### [Task brief]
Collect each line of the records containing the string "paths".

### [Entries supplied]
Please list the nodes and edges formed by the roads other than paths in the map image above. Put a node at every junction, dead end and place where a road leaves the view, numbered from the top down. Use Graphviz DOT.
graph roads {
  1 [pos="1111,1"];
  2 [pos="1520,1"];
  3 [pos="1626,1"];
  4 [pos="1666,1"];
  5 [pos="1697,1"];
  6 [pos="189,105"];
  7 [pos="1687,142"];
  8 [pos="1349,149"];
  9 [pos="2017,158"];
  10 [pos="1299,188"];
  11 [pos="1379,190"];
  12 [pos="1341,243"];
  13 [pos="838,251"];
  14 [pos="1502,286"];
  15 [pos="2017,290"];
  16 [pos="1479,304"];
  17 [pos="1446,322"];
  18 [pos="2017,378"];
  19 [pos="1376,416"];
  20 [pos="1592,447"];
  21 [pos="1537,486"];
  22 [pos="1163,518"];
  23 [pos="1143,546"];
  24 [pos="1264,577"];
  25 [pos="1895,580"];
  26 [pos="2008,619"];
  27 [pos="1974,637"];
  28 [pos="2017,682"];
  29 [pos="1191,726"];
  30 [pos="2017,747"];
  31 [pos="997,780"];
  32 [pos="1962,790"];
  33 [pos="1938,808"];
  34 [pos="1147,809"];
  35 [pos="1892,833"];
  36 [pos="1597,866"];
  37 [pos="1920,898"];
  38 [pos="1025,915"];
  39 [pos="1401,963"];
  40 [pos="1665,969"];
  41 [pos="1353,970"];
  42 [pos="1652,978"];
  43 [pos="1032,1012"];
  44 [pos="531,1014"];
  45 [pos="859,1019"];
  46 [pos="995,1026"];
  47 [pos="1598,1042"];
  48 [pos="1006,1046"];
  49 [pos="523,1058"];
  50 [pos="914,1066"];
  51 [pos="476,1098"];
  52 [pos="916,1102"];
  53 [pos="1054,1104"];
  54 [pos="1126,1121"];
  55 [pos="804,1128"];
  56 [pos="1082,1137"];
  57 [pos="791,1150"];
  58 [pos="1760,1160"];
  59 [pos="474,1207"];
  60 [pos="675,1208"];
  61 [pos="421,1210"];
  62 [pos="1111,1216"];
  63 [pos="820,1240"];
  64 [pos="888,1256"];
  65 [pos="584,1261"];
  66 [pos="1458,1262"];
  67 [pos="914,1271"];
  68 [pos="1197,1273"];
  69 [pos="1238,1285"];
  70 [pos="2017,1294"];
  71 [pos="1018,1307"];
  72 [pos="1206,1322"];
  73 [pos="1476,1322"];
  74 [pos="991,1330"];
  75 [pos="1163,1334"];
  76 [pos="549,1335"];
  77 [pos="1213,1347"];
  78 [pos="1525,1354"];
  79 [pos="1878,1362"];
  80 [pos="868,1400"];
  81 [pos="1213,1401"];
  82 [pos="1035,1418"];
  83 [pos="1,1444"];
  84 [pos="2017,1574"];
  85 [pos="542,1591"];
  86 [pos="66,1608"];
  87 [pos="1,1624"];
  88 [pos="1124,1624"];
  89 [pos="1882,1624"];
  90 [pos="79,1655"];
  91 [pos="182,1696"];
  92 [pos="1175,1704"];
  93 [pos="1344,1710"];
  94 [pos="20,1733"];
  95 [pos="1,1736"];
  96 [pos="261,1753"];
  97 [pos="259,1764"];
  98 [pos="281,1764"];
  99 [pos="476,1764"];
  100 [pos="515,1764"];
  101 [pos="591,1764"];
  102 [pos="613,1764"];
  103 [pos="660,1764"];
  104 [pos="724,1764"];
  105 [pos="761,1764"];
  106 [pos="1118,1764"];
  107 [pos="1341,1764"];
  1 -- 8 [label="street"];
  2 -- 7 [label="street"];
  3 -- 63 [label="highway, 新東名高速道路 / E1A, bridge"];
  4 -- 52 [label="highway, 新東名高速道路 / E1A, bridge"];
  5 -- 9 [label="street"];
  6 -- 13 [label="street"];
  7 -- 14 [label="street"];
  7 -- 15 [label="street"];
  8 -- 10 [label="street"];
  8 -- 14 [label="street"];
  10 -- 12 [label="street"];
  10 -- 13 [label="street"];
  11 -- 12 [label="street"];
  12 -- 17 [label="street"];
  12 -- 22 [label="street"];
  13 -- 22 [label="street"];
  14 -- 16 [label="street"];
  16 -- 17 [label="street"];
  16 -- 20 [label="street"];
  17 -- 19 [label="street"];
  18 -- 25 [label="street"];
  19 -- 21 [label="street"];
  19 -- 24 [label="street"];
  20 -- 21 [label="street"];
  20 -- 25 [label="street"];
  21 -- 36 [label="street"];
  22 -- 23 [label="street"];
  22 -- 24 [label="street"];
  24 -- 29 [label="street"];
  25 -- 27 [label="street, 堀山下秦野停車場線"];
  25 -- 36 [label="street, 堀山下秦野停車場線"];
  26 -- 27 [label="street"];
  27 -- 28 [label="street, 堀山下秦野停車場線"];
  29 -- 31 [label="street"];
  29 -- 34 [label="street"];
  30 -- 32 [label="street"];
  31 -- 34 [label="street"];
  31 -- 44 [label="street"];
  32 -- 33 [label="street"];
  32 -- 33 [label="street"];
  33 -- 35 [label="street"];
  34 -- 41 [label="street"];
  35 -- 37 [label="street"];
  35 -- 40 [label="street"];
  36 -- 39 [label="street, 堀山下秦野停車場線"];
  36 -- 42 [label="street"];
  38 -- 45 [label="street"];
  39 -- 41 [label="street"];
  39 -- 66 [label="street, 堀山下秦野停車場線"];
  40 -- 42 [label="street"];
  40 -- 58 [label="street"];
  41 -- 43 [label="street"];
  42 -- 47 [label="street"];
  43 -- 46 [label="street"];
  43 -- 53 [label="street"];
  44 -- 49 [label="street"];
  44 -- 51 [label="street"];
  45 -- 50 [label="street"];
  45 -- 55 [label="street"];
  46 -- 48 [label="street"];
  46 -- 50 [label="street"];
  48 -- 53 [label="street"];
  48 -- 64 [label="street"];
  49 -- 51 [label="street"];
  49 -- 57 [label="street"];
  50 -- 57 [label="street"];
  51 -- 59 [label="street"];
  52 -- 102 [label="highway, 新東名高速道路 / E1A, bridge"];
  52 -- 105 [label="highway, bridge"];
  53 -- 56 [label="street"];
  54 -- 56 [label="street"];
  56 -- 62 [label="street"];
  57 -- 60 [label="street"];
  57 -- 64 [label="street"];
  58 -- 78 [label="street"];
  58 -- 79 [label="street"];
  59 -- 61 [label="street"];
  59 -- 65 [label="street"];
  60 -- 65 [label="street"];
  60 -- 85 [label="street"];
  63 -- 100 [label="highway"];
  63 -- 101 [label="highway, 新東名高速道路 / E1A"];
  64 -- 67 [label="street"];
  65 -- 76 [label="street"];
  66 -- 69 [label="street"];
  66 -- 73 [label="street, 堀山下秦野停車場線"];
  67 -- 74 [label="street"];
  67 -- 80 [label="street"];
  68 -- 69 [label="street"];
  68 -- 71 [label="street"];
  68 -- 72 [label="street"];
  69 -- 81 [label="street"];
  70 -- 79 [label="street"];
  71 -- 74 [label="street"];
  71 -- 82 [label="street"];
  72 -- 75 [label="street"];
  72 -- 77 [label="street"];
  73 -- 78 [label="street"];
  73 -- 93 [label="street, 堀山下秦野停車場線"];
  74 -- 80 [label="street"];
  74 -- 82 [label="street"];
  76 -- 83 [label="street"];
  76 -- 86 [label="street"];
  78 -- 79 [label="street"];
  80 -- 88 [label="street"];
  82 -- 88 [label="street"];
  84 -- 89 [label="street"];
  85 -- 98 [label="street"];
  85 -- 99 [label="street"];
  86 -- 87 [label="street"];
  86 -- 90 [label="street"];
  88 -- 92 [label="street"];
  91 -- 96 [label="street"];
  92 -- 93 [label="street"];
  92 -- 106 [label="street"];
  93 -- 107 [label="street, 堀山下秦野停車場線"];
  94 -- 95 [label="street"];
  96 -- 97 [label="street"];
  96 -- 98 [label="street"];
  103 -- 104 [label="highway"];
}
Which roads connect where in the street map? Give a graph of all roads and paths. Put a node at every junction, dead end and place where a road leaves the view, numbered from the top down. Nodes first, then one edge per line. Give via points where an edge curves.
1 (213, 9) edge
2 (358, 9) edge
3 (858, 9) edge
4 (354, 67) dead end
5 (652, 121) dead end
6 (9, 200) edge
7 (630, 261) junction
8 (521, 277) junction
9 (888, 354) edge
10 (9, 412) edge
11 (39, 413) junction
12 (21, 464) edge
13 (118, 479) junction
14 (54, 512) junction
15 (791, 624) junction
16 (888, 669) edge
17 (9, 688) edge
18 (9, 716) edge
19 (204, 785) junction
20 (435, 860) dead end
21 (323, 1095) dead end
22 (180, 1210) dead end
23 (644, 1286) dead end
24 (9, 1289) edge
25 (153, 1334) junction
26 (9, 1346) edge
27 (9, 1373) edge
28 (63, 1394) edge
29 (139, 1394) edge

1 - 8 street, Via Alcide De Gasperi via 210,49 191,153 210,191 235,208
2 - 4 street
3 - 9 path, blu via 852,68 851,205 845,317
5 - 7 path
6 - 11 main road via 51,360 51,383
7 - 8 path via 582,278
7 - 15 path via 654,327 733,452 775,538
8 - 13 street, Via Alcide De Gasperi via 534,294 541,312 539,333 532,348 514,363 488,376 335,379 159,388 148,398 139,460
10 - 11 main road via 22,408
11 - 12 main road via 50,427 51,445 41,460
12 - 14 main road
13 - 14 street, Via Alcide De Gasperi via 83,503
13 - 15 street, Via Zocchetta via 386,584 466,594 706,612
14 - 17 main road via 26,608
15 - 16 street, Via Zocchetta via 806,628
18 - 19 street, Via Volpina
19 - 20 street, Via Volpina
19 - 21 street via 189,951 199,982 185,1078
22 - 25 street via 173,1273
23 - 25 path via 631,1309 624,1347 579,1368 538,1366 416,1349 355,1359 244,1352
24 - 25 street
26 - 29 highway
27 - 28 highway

### [Exercise output]
Please list the nodes and edges formed by the roads other than paths in the map image above. Put a node at every junction, dead end and place where a road leaves the view, numbered from the top down. Use Graphviz DOT.
Which roads connect where in the street map? Give a graph of all roads and paths. Put a node at every junction, dead end and place where a road leaves the view, numbered from the top down. Nodes first, then one edge per line. Give via points where an edge curves.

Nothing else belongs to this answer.